**Work instruction:** Going through the listing below, work out how many lines include "Apache" and give that number by itself.

Segment Start: Provided information

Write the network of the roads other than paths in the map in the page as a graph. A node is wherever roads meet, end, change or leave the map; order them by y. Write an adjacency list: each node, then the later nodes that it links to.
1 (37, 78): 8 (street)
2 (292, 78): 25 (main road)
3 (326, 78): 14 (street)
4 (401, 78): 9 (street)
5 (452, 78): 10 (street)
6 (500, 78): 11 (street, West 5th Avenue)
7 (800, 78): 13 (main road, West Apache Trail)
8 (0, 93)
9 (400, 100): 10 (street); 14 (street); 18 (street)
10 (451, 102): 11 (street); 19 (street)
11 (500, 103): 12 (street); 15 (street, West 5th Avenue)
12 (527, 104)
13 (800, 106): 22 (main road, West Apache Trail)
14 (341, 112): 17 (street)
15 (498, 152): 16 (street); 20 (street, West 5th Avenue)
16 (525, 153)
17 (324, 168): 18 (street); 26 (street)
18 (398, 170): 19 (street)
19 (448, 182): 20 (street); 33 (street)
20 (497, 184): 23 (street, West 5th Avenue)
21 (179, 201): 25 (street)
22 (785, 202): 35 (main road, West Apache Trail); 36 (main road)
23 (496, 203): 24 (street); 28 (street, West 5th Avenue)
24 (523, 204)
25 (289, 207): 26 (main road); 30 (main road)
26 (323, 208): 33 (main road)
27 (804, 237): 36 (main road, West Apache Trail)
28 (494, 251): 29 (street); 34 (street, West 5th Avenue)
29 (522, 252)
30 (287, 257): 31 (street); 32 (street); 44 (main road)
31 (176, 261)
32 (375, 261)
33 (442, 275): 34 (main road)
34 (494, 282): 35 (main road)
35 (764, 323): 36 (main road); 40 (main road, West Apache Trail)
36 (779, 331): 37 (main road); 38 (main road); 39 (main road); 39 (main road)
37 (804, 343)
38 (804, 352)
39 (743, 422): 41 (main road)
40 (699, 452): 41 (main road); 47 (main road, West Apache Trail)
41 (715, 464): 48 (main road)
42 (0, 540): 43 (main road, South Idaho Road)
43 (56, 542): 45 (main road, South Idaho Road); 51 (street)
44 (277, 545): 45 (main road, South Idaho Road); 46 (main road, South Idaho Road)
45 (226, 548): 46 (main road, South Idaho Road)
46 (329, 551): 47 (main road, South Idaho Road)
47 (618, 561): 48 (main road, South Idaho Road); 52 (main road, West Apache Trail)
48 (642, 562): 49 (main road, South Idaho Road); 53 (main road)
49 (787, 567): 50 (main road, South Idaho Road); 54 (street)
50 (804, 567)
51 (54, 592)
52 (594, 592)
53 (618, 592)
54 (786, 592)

Segment End: Provided information

**Written answer:** 7